Alfalfa is quite high in energy(though lower sugar than grass hay), so often not great for 'easy keepers' & if fed to horses in 'good condition' should be fed sparingly & with consideration to not allowing them to get too fat on it.

SueNH 11-11-2012 07:43 AM

My easy keepers would explode on that much alfalfa. Luckily most hay here is mixed grass with only a taste of alfalfa here and there.

I had one horse once where I wanted to give her a little alfalfa to help with her weight and could never find hay that was mostly alfalfa. Used to one field in the area but the guy stopped caring about the hay so I gave up. Field is ruined now and they have been cutting it with a brush hog it's so bad.

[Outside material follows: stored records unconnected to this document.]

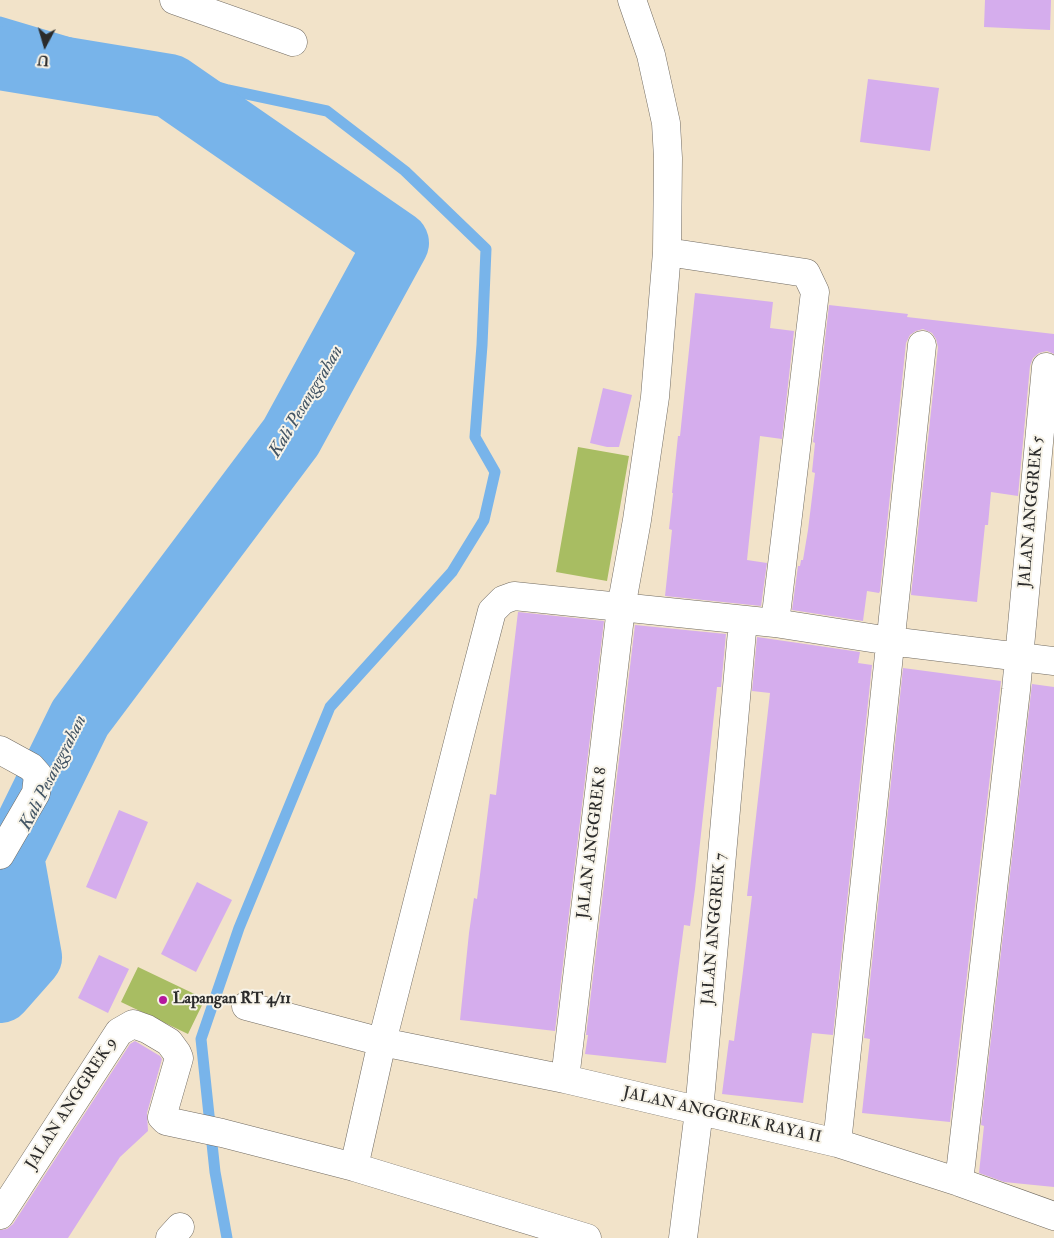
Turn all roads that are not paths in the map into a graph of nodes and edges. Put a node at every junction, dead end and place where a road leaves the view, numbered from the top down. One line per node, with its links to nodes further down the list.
1 (174, 0): 3 (street)
2 (632, 0): 4 (street, JALAN ANGGREK 8)
3 (292, 42)
4 (667, 252): 7 (street, JALAN ANGGREK 8); 9 (street)
5 (922, 345): 10 (street)
6 (1046, 367): 11 (street, JALAN ANGGREK 5)
7 (621, 608): 8 (street); 16 (street); 17 (street, JALAN ANGGREK 8)
8 (743, 620): 9 (street); 18 (street, JALAN ANGGREK 7)
9 (775, 623): 10 (street)
10 (890, 641): 11 (street); 19 (street)
11 (1019, 657): 12 (street); 21 (street, JALAN ANGGREK 5)
12 (1054, 661)
13 (0, 750): 14 (street)
14 (0, 855)
15 (246, 1006): 16 (street, JALAN ANGGREK RAYA II)
16 (382, 1042): 17 (street, JALAN ANGGREK RAYA II); 20 (street)
17 (565, 1079): 18 (street, JALAN ANGGREK RAYA II)
18 (699, 1110): 19 (street, JALAN ANGGREK RAYA II); 25 (street, JALAN ANGGREK 7)
19 (837, 1143): 21 (street, JALAN ANGGREK RAYA II)
20 (354, 1167): 22 (street, JALAN ANGGREK 9); 24 (street)
21 (959, 1182): 23 (street, JALAN ANGGREK RAYA II)
22 (0, 1215)
23 (1054, 1216)
24 (587, 1238)
25 (683, 1238)

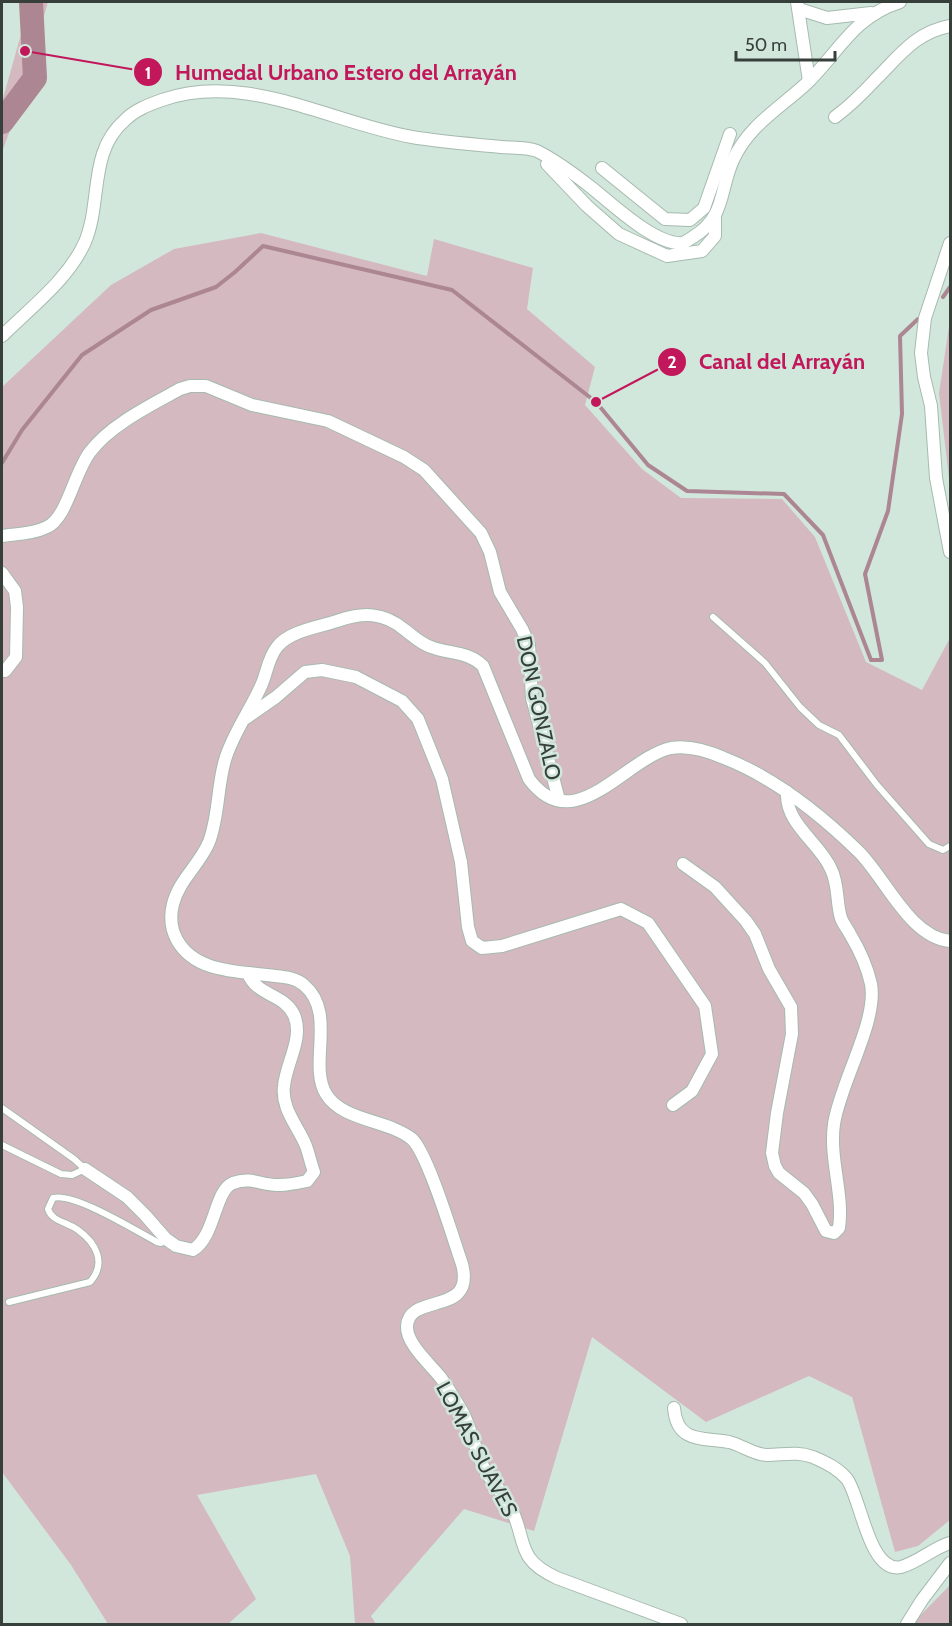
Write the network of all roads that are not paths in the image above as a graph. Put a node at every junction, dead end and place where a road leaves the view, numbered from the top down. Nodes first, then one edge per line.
1 (900, 2) edge
2 (798, 5) edge
3 (873, 13) junction
4 (951, 26) edge
5 (809, 81) junction
6 (835, 117) dead end
7 (730, 134) dead end
8 (535, 150) junction
9 (727, 159) junction
10 (602, 168) dead end
11 (715, 218) junction
12 (951, 243) edge
13 (2, 336) edge
14 (2, 536) edge
15 (951, 552) edge
16 (2, 573) edge
17 (713, 617) dead end
18 (5, 671) dead end
19 (243, 720) junction
20 (787, 792) junction
21 (559, 800) junction
22 (951, 846) edge
23 (683, 864) dead end
24 (951, 941) edge
25 (248, 973) junction
26 (673, 1105) dead end
27 (2, 1108) edge
28 (2, 1145) edge
29 (85, 1169) junction
30 (166, 1239) junction
31 (9, 1302) dead end
32 (674, 1408) dead end
33 (951, 1543) edge
34 (951, 1563) edge
35 (681, 1624) edge
36 (907, 1624) edge

1 - 3 street
2 - 3 street
2 - 5 street
3 - 5 street
4 - 6 street
5 - 9 street
7 - 9 street
8 - 11 street
8 - 11 street
8 - 13 street
9 - 10 street
9 - 11 street
12 - 15 street
14 - 21 street, DON GONZALO
16 - 18 street
17 - 22 lane
19 - 21 street, LOMAS SUAVES
19 - 25 street, LOMAS SUAVES
19 - 26 street
20 - 21 street
20 - 23 street
20 - 24 street
25 - 30 street
25 - 35 street, LOMAS SUAVES
27 - 29 lane
28 - 29 lane
29 - 30 street
30 - 31 lane
32 - 33 street
34 - 36 street

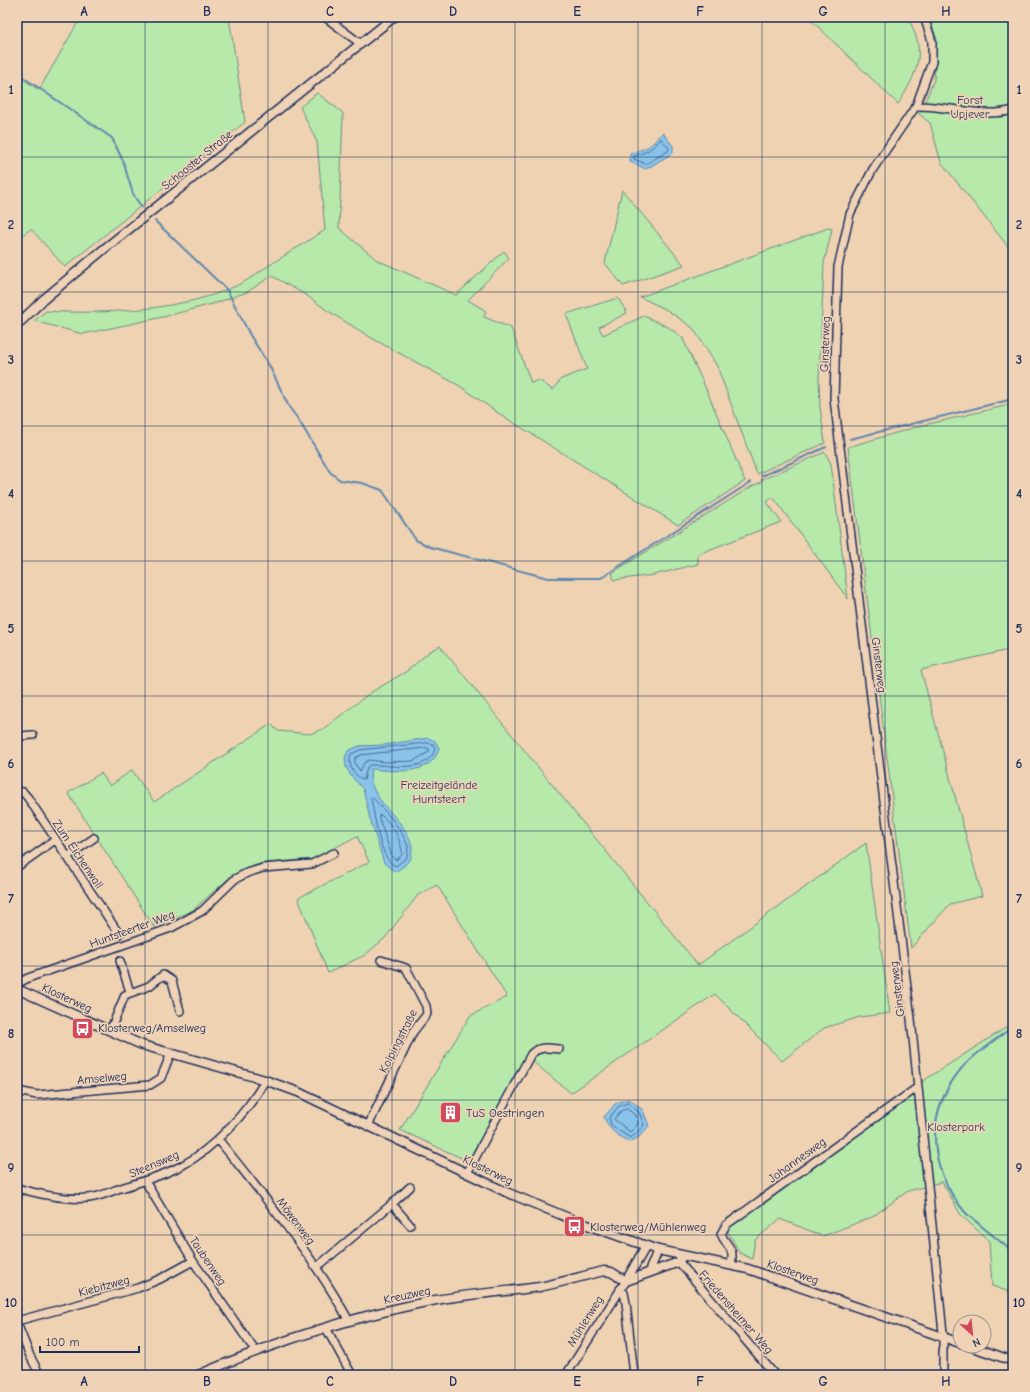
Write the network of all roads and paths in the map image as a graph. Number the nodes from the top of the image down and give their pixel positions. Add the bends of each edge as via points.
1 (325, 17) edge
2 (394, 17) edge
3 (924, 17) edge
4 (360, 44) junction
5 (916, 106) junction
6 (1013, 110) edge
7 (17, 325) edge
8 (33, 736) dead end
9 (17, 740) edge
10 (17, 791) edge
11 (94, 838) dead end
12 (55, 840) junction
13 (334, 853) dead end
14 (67, 857) junction
15 (17, 867) edge
16 (119, 934) dead end
17 (381, 960) dead end
18 (120, 961) dead end
19 (17, 984) edge
20 (17, 989) edge
21 (130, 992) junction
22 (180, 1011) dead end
23 (110, 1031) junction
24 (559, 1050) dead end
25 (171, 1053) junction
26 (265, 1080) junction
27 (918, 1087) junction
28 (17, 1091) edge
29 (368, 1126) junction
30 (218, 1139) junction
31 (467, 1173) junction
32 (145, 1181) junction
33 (410, 1187) dead end
34 (18, 1188) edge
35 (17, 1199) edge
36 (392, 1204) junction
37 (410, 1225) dead end
38 (646, 1246) junction
39 (658, 1250) junction
40 (681, 1259) junction
41 (193, 1261) junction
42 (731, 1264) junction
43 (317, 1267) junction
44 (649, 1272) junction
45 (626, 1281) junction
46 (620, 1289) junction
47 (349, 1321) junction
48 (17, 1322) edge
49 (326, 1328) junction
50 (943, 1337) junction
51 (952, 1340) edge
52 (256, 1352) junction
53 (992, 1354) edge
54 (1013, 1361) edge
55 (205, 1374) edge
56 (771, 1374) edge
57 (40, 1375) edge
58 (352, 1375) edge
59 (566, 1375) edge
60 (634, 1375) edge
61 (943, 1375) edge

1 - 4 street
2 - 4 street, Schooster Straße
3 - 5 street, Ginsterweg via 932,41 932,62
4 - 7 street, Schooster Straße via 44,299
5 - 6 street via 999,114
5 - 27 street, Ginsterweg via 873,169 850,214 838,267 834,399 909,996
8 - 9 street via 21,736
10 - 12 street, Zum Eichenwall via 28,798
11 - 14 street
12 - 14 street, Zum Eichenwall
12 - 15 street
13 - 19 street, Huntsteerter Weg via 312,864 263,868 247,872 235,879 202,911 171,928
14 - 16 street, Zum Eichenwall
17 - 29 street, Kolpingstraße via 406,968 426,1006 427,1014 413,1032
18 - 21 street
20 - 23 street, Klosterweg
21 - 22 street via 149,986 163,974 172,982
21 - 23 street via 125,995
23 - 25 street, Klosterweg via 142,1045
24 - 31 street via 545,1047 531,1054
25 - 26 street, Klosterweg
25 - 28 street, Amselweg via 161,1078 150,1085 37,1095
26 - 29 street, Klosterweg via 298,1092
26 - 30 street, Steensweg via 256,1098
27 - 42 street, Johannesweg via 726,1225 721,1234 732,1250
27 - 50 street, Ginsterweg
29 - 31 street, Klosterweg
30 - 32 street, Steensweg via 182,1166
30 - 43 street, Möwenweg
31 - 38 street, Klosterweg via 550,1211
32 - 34 street, Steensweg via 90,1198 46,1195
32 - 41 street, Taubenweg
33 - 36 street
34 - 35 street
36 - 37 street
36 - 43 street
38 - 39 street, Klosterweg
38 - 45 street, Mühlenweg
39 - 40 street, Klosterweg
39 - 44 street
40 - 42 street, Klosterweg
40 - 44 street
40 - 56 street, Friedensheimer Weg
41 - 48 street, Kiebitzweg via 138,1288
41 - 52 street, Taubenweg
42 - 50 street, Klosterweg
43 - 47 street, Möwenweg via 330,1285
44 - 45 street
45 - 46 street, Mühlenweg
45 - 47 street, Kreuzweg via 604,1271 540,1287 437,1300
46 - 59 street, Mühlenweg
46 - 60 street via 624,1293 626,1303
47 - 49 street, Kreuzweg
48 - 57 street
49 - 52 street, Kreuzweg
49 - 58 street
50 - 51 street, Klosterweg
50 - 61 street, Ginsterweg
52 - 55 street, Kreuzweg
53 - 54 street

trailhorserider 11-12-2012 12:19 AM

It's all in where you live I guess. Here in Arizona almost everyone feeds straight alfalfa. Grass hay is very expensive. :-(

So I am feeding almost straight alfalfa with just a flake of bermuda here and there for my youngster to try to get him a more balanced diet. I have always heard that if you can get a 50/50 mix of grass to alfalfa that would be close to perfect.

It's kind of funny how what is "normal" depends so highly on where you live. I would love to find a quality alfalfa mix without paying a king's ransom for it. It's the grass that is expensive out west!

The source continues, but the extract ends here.